_Exercise prompt_. What lines in the entries hold the string "down"? List them.
=== Begin Enclosure ===
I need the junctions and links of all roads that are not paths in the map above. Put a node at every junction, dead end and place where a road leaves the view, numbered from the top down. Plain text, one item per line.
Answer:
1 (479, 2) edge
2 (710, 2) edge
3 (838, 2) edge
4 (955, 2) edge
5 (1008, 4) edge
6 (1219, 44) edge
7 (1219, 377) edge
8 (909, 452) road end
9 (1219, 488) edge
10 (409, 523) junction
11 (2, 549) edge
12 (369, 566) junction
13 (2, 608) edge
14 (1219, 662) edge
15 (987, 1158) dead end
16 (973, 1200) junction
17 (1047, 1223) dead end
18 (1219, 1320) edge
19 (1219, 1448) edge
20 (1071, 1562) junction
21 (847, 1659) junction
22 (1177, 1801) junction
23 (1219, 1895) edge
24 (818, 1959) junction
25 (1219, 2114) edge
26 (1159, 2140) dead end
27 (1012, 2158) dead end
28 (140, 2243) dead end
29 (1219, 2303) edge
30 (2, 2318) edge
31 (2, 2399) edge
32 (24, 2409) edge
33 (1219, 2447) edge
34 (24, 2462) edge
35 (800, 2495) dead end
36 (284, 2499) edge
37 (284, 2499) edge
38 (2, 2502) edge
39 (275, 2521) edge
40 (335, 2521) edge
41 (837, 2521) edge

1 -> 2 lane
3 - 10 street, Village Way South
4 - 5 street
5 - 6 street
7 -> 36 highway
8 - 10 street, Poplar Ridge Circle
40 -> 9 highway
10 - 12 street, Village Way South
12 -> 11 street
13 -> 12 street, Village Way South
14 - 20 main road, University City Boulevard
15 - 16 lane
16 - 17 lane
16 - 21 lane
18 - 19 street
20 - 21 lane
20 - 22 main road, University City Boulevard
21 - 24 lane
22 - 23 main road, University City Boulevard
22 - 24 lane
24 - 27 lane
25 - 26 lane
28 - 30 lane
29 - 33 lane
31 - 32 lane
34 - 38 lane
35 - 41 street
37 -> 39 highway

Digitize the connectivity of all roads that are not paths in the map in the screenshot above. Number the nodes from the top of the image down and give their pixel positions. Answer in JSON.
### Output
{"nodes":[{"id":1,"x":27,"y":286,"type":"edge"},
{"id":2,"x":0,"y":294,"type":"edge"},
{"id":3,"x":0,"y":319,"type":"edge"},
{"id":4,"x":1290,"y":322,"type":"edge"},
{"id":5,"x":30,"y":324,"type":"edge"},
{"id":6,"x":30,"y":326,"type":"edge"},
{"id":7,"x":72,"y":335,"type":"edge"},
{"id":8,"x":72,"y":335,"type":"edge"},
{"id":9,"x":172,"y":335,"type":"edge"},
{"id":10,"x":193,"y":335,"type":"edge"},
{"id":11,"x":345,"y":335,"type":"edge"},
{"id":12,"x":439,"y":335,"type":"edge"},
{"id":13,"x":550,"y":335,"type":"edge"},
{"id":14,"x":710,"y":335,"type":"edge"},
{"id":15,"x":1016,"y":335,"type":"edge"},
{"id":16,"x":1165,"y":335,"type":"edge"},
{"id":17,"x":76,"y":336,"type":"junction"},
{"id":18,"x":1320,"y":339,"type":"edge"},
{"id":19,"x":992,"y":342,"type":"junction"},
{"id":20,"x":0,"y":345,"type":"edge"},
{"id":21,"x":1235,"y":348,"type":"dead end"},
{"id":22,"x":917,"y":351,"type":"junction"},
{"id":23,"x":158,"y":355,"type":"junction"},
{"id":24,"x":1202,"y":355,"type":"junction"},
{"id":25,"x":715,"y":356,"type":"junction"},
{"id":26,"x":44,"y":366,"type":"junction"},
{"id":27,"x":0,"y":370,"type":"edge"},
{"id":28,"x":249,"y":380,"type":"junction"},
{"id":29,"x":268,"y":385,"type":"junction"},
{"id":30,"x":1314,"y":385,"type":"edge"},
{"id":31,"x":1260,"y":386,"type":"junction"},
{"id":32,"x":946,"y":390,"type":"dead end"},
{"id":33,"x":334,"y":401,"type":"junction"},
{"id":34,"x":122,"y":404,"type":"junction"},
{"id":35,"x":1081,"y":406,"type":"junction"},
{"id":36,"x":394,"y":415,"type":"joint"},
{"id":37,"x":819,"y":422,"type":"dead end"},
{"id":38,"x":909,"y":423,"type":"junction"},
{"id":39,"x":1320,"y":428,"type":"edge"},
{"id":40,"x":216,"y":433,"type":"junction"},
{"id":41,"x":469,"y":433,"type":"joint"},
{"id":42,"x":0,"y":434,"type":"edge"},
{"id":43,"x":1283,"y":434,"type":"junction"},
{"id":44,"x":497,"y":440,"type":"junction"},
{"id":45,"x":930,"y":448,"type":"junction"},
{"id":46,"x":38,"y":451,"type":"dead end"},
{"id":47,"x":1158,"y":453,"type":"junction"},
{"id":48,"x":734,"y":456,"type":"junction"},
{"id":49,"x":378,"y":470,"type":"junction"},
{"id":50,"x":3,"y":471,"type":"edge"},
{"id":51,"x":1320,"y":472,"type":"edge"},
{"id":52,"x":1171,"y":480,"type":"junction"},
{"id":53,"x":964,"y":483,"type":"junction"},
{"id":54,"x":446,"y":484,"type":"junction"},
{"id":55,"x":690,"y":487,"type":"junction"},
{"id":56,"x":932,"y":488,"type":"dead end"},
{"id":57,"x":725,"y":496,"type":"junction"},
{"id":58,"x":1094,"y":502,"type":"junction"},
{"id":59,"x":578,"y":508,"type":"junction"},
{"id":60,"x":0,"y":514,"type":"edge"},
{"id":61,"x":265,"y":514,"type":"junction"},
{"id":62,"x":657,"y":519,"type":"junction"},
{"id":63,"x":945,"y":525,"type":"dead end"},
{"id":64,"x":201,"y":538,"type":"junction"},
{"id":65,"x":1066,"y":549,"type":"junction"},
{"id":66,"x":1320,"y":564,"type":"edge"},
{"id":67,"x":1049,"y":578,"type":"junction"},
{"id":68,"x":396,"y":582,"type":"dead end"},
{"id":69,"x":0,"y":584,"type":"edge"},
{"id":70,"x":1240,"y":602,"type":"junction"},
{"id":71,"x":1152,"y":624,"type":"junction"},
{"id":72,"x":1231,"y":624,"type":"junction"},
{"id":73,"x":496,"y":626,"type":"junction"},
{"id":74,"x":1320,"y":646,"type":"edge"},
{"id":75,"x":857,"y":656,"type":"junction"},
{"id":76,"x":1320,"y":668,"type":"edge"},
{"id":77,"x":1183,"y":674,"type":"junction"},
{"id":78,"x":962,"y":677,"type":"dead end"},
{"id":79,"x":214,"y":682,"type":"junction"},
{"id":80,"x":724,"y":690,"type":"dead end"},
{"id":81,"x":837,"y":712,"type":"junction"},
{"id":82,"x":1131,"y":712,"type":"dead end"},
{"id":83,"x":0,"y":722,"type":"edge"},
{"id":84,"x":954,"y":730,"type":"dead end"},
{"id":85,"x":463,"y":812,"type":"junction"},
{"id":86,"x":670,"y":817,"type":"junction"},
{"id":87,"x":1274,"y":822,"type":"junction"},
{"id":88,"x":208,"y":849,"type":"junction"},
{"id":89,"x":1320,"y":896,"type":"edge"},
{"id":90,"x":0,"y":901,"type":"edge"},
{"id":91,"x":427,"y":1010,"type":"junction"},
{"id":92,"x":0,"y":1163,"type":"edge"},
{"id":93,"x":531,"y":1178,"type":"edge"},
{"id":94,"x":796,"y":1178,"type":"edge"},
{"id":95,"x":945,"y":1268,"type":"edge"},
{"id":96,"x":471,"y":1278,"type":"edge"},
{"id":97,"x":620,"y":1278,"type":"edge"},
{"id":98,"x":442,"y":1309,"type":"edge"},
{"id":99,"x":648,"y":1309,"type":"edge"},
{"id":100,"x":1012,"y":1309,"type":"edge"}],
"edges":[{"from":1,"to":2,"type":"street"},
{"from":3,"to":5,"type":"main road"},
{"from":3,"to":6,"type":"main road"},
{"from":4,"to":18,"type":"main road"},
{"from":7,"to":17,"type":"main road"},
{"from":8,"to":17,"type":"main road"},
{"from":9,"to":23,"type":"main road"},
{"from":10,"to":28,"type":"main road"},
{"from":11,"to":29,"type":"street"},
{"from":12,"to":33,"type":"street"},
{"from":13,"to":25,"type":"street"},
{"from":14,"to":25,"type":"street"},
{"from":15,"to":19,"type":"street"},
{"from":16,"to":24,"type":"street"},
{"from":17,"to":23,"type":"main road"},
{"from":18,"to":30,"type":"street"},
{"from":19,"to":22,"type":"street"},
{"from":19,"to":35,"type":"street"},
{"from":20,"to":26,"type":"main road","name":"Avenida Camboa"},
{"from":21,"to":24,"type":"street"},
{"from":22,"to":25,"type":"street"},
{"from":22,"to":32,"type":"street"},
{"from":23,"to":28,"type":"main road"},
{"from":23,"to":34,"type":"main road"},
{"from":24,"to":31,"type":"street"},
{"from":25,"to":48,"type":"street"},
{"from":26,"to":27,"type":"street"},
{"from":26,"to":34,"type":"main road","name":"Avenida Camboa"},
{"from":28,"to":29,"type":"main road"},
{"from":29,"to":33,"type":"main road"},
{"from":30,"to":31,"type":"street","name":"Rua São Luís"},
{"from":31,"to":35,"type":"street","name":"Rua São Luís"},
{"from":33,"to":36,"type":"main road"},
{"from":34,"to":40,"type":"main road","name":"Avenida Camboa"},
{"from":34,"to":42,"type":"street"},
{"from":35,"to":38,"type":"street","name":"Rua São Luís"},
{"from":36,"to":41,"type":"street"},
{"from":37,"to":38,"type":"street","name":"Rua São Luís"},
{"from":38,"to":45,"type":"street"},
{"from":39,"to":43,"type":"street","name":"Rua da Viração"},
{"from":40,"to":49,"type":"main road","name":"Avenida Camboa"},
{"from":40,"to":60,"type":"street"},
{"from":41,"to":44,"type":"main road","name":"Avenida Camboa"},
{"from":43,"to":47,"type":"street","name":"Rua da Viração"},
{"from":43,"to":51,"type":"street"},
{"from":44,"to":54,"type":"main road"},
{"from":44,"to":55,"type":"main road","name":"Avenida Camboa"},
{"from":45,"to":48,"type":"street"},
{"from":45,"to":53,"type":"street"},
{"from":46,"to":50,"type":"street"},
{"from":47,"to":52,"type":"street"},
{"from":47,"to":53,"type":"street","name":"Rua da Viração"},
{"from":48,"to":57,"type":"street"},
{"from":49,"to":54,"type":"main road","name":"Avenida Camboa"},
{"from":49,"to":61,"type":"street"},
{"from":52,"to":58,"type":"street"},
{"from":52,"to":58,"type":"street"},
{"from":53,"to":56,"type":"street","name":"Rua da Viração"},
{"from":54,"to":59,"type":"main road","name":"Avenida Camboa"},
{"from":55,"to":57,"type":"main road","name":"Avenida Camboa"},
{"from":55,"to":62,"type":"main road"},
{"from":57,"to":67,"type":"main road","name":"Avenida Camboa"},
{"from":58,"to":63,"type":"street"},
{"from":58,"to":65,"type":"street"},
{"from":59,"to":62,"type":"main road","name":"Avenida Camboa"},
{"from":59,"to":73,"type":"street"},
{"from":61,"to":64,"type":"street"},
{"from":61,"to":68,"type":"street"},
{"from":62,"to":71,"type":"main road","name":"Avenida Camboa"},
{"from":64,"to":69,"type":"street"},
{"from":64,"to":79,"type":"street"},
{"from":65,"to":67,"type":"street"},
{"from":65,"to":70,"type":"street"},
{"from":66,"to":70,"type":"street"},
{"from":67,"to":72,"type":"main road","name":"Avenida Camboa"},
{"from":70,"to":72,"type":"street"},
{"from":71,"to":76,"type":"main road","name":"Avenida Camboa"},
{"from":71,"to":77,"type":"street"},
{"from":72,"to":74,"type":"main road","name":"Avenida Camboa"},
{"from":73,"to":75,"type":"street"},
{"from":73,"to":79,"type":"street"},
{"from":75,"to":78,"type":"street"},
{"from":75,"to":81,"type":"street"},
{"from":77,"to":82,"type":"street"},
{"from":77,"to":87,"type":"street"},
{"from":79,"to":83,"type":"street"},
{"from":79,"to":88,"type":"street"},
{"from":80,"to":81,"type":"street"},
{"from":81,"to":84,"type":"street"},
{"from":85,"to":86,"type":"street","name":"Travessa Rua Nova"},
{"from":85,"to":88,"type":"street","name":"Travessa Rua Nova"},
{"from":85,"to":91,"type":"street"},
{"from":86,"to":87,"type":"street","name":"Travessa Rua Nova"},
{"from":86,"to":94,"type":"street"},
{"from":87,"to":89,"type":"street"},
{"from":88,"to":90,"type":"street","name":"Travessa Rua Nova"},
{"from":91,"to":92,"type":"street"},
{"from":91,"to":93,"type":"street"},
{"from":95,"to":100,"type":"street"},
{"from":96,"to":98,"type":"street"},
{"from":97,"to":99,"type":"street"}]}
=== End Enclosure ===
_Exercise response_.
I need the junctions and links of all roads that are not paths in the map above. Put a node at every junction, dead end and place where a road leaves the view, numbered from the top down. Plain text, one item per line.
Digitize the connectivity of all roads that are not paths in the map in the screenshot above. Number the nodes from the top of the image down and give their pixel positions. Answer in JSON.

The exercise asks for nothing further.